• [Data items]
# # # # #

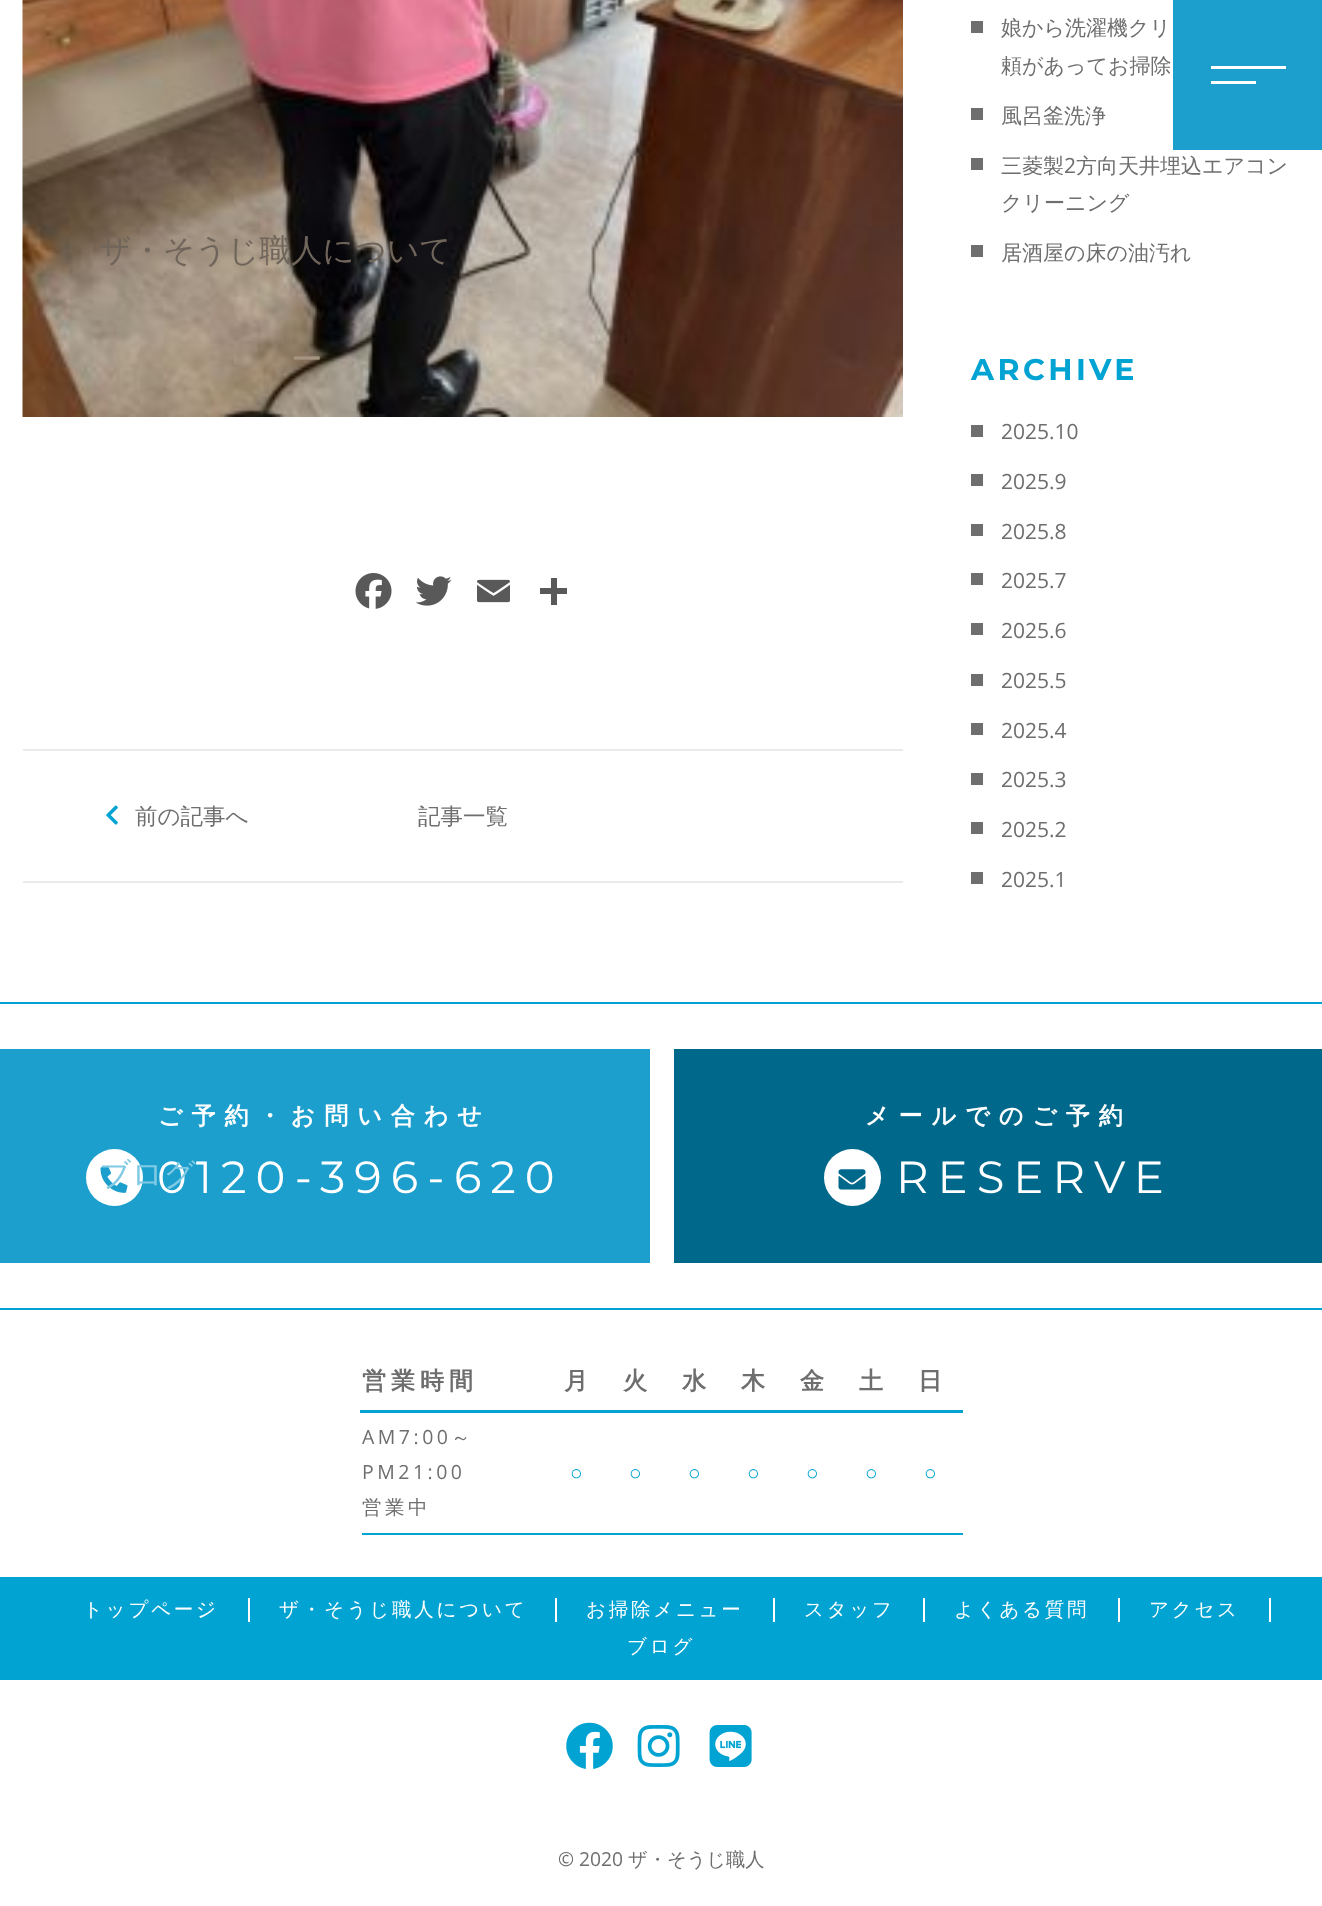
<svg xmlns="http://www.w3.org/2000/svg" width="1322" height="1906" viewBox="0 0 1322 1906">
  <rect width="100%" height="100%" fill="#ffffff"/>
  <rect x="1173" y="0" width="149" height="150" fill="#1c9fcd"/>
  <rect x="1211" y="66" width="75" height="3" fill="#ffffff"/>
  <rect x="1211" y="81" width="45" height="3" fill="#ffffff"/>
  <image x="22" y="0" width="881" height="417" href="img1.png"/>
  <image x="355" y="573" width="37" height="36" href="img2.png"/>
  <image x="415" y="576" width="37" height="30" href="img3.png"/>
  <image x="477" y="579" width="33" height="24" href="img4.png"/>
  <rect x="551" y="578" width="6" height="27" fill="#595959"/>
  <rect x="540" y="588" width="27" height="6" fill="#595959"/>
  <rect x="23" y="749" width="880" height="2" fill="#eaeaea"/>
  <rect x="23" y="881" width="880" height="2" fill="#eaeaea"/>
  <image x="106" y="805" width="12" height="20" href="img5.png"/>
  <text x="135" y="824" font-family="WenQuanYi Zen Hei" font-size="22.5" font-weight="500" fill="#6e6e6e">前の記事へ</text>
  <text x="418" y="824" font-family="WenQuanYi Zen Hei" font-size="22.5" font-weight="500" fill="#6e6e6e">記事一覧</text>
  <rect x="971" y="21" width="12" height="12" fill="#6e6e6e"/>
  <text x="1001" y="35" font-family="WenQuanYi Zen Hei" font-size="21" font-weight="500" fill="#6e6e6e">娘から洗濯機クリ</text>
  <text x="1001" y="73" font-family="WenQuanYi Zen Hei" font-size="21" font-weight="500" fill="#6e6e6e">頼があってお掃除</text>
  <rect x="971" y="108" width="12" height="12" fill="#6e6e6e"/>
  <text x="1001" y="123" font-family="WenQuanYi Zen Hei" font-size="21" font-weight="500" fill="#6e6e6e">風呂釜洗浄</text>
  <rect x="971" y="158" width="12" height="12" fill="#6e6e6e"/>
  <text x="1001" y="173" font-family="WenQuanYi Zen Hei" font-size="21" font-weight="500" fill="#6e6e6e">三菱製</text>
  <text x="1064" y="173" font-family="Open Sans" font-size="21" fill="#6e6e6e">2</text>
  <text x="1076" y="173" font-family="WenQuanYi Zen Hei" font-size="21" font-weight="500" fill="#6e6e6e">方向天井埋込エアコン</text>
  <text x="1001" y="210" font-family="WenQuanYi Zen Hei" font-size="21" font-weight="500" fill="#6e6e6e">クリーニング</text>
  <rect x="971" y="245" width="12" height="12" fill="#6e6e6e"/>
  <text x="1001" y="260" font-family="WenQuanYi Zen Hei" font-size="21" font-weight="500" fill="#6e6e6e">居酒屋の床の油汚れ</text>
  <text x="971" y="380" font-family="Montserrat" font-size="30" font-weight="bold" letter-spacing="3.5" fill="#00a3d2">ARCHIVE</text>
  <rect x="971" y="425" width="12" height="12" fill="#6e6e6e"/>
  <text x="1001" y="439" font-family="Open Sans" font-size="21" fill="#6e6e6e">2025.10</text>
  <rect x="971" y="474" width="12" height="12" fill="#6e6e6e"/>
  <text x="1001" y="489" font-family="Open Sans" font-size="21" fill="#6e6e6e">2025.9</text>
  <rect x="971" y="524" width="12" height="12" fill="#6e6e6e"/>
  <text x="1001" y="539" font-family="Open Sans" font-size="21" fill="#6e6e6e">2025.8</text>
  <rect x="971" y="573" width="12" height="12" fill="#6e6e6e"/>
  <text x="1001" y="588" font-family="Open Sans" font-size="21" fill="#6e6e6e">2025.7</text>
  <rect x="971" y="623" width="12" height="12" fill="#6e6e6e"/>
  <text x="1001" y="638" font-family="Open Sans" font-size="21" fill="#6e6e6e">2025.6</text>
  <rect x="971" y="674" width="12" height="12" fill="#6e6e6e"/>
  <text x="1001" y="688" font-family="Open Sans" font-size="21" fill="#6e6e6e">2025.5</text>
  <rect x="971" y="723" width="12" height="12" fill="#6e6e6e"/>
  <text x="1001" y="738" font-family="Open Sans" font-size="21" fill="#6e6e6e">2025.4</text>
  <rect x="971" y="773" width="12" height="12" fill="#6e6e6e"/>
  <text x="1001" y="787" font-family="Open Sans" font-size="21" fill="#6e6e6e">2025.3</text>
  <rect x="971" y="822" width="12" height="12" fill="#6e6e6e"/>
  <text x="1001" y="837" font-family="Open Sans" font-size="21" fill="#6e6e6e">2025.2</text>
  <rect x="971" y="872" width="12" height="12" fill="#6e6e6e"/>
  <text x="1001" y="887" font-family="Open Sans" font-size="21" fill="#6e6e6e">2025.1</text>
  <text x="99" y="261" font-family="WenQuanYi Zen Hei" font-size="31.5" font-weight="500" fill="#6f655b">ザ・そうじ職人について</text>
  <text x="291" y="370" font-family="WenQuanYi Zen Hei" font-size="31.5" font-weight="500" fill="#a5947f">ー</text>
  <rect x="0" y="1049" width="650" height="214" fill="#1c9fcd"/>
  <circle cx="114.5" cy="1177.5" r="28.5" fill="#ffffff"/>
  <image x="100" y="1165" width="28" height="28" href="img6.png"/>
  <text x="157" y="1193" font-family="Montserrat" font-size="45" letter-spacing="9" fill="#ffffff">0120-396-620</text>
  <text x="99" y="1185" font-family="WenQuanYi Zen Hei" font-size="31.5" font-weight="500" fill="#81cae3">ブログ</text>
  <rect x="0" y="1002" width="1322" height="2" fill="#00a3d2"/>
  <text x="158" y="1124" font-family="WenQuanYi Zen Hei" font-size="24" font-weight="bold" letter-spacing="9" fill="#ffffff">ご予約・お問い合わせ</text>
  <rect x="674" y="1049" width="648" height="214" fill="#00688b"/>
  <text x="865" y="1124" font-family="WenQuanYi Zen Hei" font-size="24" font-weight="bold" letter-spacing="9" fill="#ffffff">メールでのご予約</text>
  <circle cx="852.5" cy="1177.5" r="28.5" fill="#ffffff"/>
  <image x="838" y="1169" width="28" height="21" href="img7.png"/>
  <text x="896" y="1193" font-family="Montserrat" font-size="45" letter-spacing="9" fill="#ffffff">RESERVE</text>
  <rect x="0" y="1308" width="1322" height="2" fill="#00a3d2"/>
  <rect x="360" y="1410" width="603" height="3" fill="#00a3d2"/>
  <text x="362" y="1389" font-family="WenQuanYi Zen Hei" font-size="24" font-weight="bold" letter-spacing="5" fill="#6e6e6e">営業時間</text>
  <text x="564" y="1389" font-family="WenQuanYi Zen Hei" font-size="24" font-weight="bold" letter-spacing="5" fill="#6e6e6e">月</text>
  <text x="623" y="1389" font-family="WenQuanYi Zen Hei" font-size="24" font-weight="bold" letter-spacing="5" fill="#6e6e6e">火</text>
  <text x="682" y="1389" font-family="WenQuanYi Zen Hei" font-size="24" font-weight="bold" letter-spacing="5" fill="#6e6e6e">水</text>
  <text x="741" y="1389" font-family="WenQuanYi Zen Hei" font-size="24" font-weight="bold" letter-spacing="5" fill="#6e6e6e">木</text>
  <text x="800" y="1389" font-family="WenQuanYi Zen Hei" font-size="24" font-weight="bold" letter-spacing="5" fill="#6e6e6e">金</text>
  <text x="859" y="1389" font-family="WenQuanYi Zen Hei" font-size="24" font-weight="bold" letter-spacing="5" fill="#6e6e6e">土</text>
  <text x="918" y="1389" font-family="WenQuanYi Zen Hei" font-size="24" font-weight="bold" letter-spacing="5" fill="#6e6e6e">日</text>
  <rect x="362" y="1533" width="601" height="2" fill="#00a3d2"/>
  <text x="362" y="1444" font-family="Open Sans" font-size="19.5" letter-spacing="3.5" fill="#6e6e6e">AM7:00</text>
  <text x="451" y="1444" font-family="WenQuanYi Zen Hei" font-size="19.5" font-weight="500" letter-spacing="3.5" fill="#6e6e6e">～</text>
  <text x="362" y="1479" font-family="Open Sans" font-size="19.5" letter-spacing="3.5" fill="#6e6e6e">PM21:00</text>
  <text x="362" y="1514" font-family="WenQuanYi Zen Hei" font-size="19.5" font-weight="500" letter-spacing="3.5" fill="#6e6e6e">営業中</text>
  <text x="570" y="1480" font-family="Liberation Sans" font-size="21" letter-spacing="4" fill="#00a3d2">○</text>
  <text x="629" y="1480" font-family="Liberation Sans" font-size="21" letter-spacing="4" fill="#00a3d2">○</text>
  <text x="688" y="1480" font-family="Liberation Sans" font-size="21" letter-spacing="4" fill="#00a3d2">○</text>
  <text x="747" y="1480" font-family="Liberation Sans" font-size="21" letter-spacing="4" fill="#00a3d2">○</text>
  <text x="806" y="1480" font-family="Liberation Sans" font-size="21" letter-spacing="4" fill="#00a3d2">○</text>
  <text x="865" y="1480" font-family="Liberation Sans" font-size="21" letter-spacing="4" fill="#00a3d2">○</text>
  <text x="924" y="1480" font-family="Liberation Sans" font-size="21" letter-spacing="4" fill="#00a3d2">○</text>
  <rect x="0" y="1577" width="1322" height="103" fill="#00a3d2"/>
  <text x="83" y="1616" font-family="WenQuanYi Zen Hei" font-size="19.5" font-weight="500" letter-spacing="2.75" fill="#ffffff">トップページ</text>
  <rect x="248" y="1598" width="2" height="24" fill="#ffffff"/>
  <text x="279" y="1616" font-family="WenQuanYi Zen Hei" font-size="19.5" font-weight="500" letter-spacing="2.75" fill="#ffffff">ザ・そうじ職人について</text>
  <rect x="555" y="1598" width="2" height="24" fill="#ffffff"/>
  <text x="586" y="1616" font-family="WenQuanYi Zen Hei" font-size="19.5" font-weight="500" letter-spacing="2.75" fill="#ffffff">お掃除メニュー</text>
  <rect x="773" y="1598" width="2" height="24" fill="#ffffff"/>
  <text x="804" y="1616" font-family="WenQuanYi Zen Hei" font-size="19.5" font-weight="500" letter-spacing="2.75" fill="#ffffff">スタッフ</text>
  <rect x="923" y="1598" width="2" height="24" fill="#ffffff"/>
  <text x="954" y="1616" font-family="WenQuanYi Zen Hei" font-size="19.5" font-weight="500" letter-spacing="2.75" fill="#ffffff">よくある質問</text>
  <rect x="1118" y="1598" width="2" height="24" fill="#ffffff"/>
  <text x="1149" y="1616" font-family="WenQuanYi Zen Hei" font-size="19.5" font-weight="500" letter-spacing="2.75" fill="#ffffff">アクセス</text>
  <rect x="1269" y="1598" width="2" height="24" fill="#ffffff"/>
  <text x="627" y="1653" font-family="WenQuanYi Zen Hei" font-size="19.5" font-weight="500" letter-spacing="2.75" fill="#ffffff">ブログ</text>
  <image x="566" y="1722" width="47" height="47" href="img8.png"/>
  <image x="637" y="1725" width="43" height="42" href="img9.png"/>
  <image x="709" y="1725" width="43" height="42" href="img10.png"/>
  <text x="558" y="1866" font-family="Open Sans" font-size="19.25" fill="#6e6e6e">© 2020</text>
  <text x="628" y="1866" font-family="WenQuanYi Zen Hei" font-size="19.25" font-weight="500" fill="#6e6e6e">ザ・そうじ職人</text>
</svg>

# # # # #

• [Work order] If a line in the records contains the word "そうじ職人について", copy it out.

• [Solution for this task]
  <text x="99" y="261" font-family="WenQuanYi Zen Hei" font-size="31.5" font-weight="500" fill="#6f655b">ザ・そうじ職人について</text>
  <text x="279" y="1616" font-family="WenQuanYi Zen Hei" font-size="19.5" font-weight="500" letter-spacing="2.75" fill="#ffffff">ザ・そうじ職人について</text>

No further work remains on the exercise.